# Gibberish from dmesg (possibly NFS)



## ulzeraj (Jul 28, 2011)

Good morning! This is my first thread on these forums so please be patient and point out if my post contains something wrong or impolite. 

I have a FreeBSD 8.2-RELEASE-p2 file server sharing files through NFS. Those files are stored on a 2-way mirrored zpool. The shares are managed through the [cmd=]zfs set sharenfs[/cmd] command.  I'm also using lockd and statd.

Today I've noticed weird output from dmesg:


```
l<i3nu>xL
oc<118> rpc.s
<t3>aal
 <N1S18M> t
d<:3 >Ir
e<fu1s1e8>nsva
l<id3 >h t
o< 11m8o>no
s<t3n>ai
t<o1r1 phaere.local
8>me to sm_mon: phaere.local
```

I've already asked on the irc channels and someone pointed me that it could be related to statd. Also, phaere.local is my Mac OS X (10.7 - Lion) notebook and I've recently copied very large files through NFS. 

Also, some weeks ago a line with a single "t" letter was printed on the dmesg output. 

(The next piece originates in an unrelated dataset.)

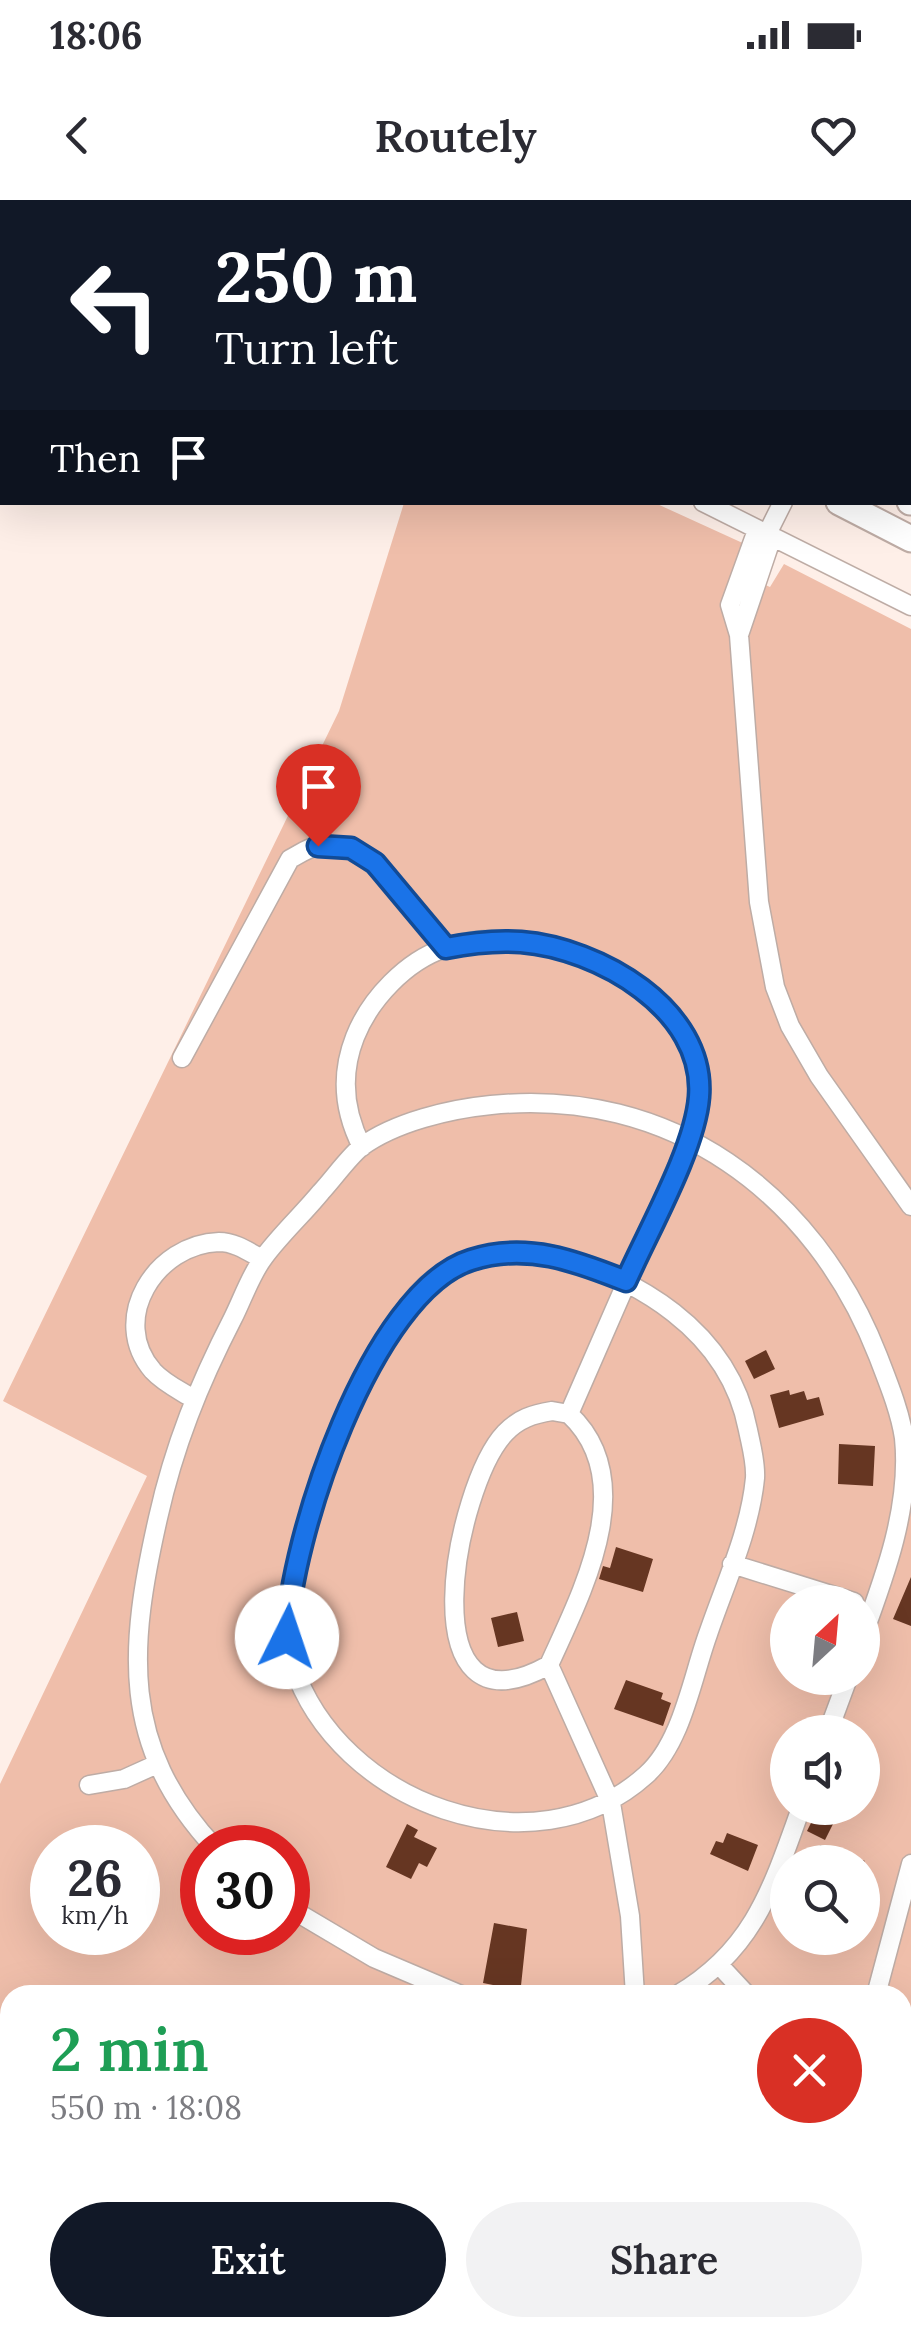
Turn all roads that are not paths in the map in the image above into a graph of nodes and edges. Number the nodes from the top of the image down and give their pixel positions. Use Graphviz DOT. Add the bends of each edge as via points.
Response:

Can someone shed some light on this? 

Many thanks in advance.


----------



## wblock@ (Jul 28, 2011)

Using a custom kernel?  Check if it has this:

```
options         PRINTF_BUFR_SIZE=128    # Prevent printf output being interspersed.
```


----------



## ulzeraj (Jul 28, 2011)

Its using the GENERIC kernel for amd64 arch. According to /usr/src/sys/amd64/conf/GENERIC that option is included in it.


----------



## wblock@ (Jul 28, 2011)

Does look like interspersed output.  Depending on the processor and timing, a larger buffer might help.


----------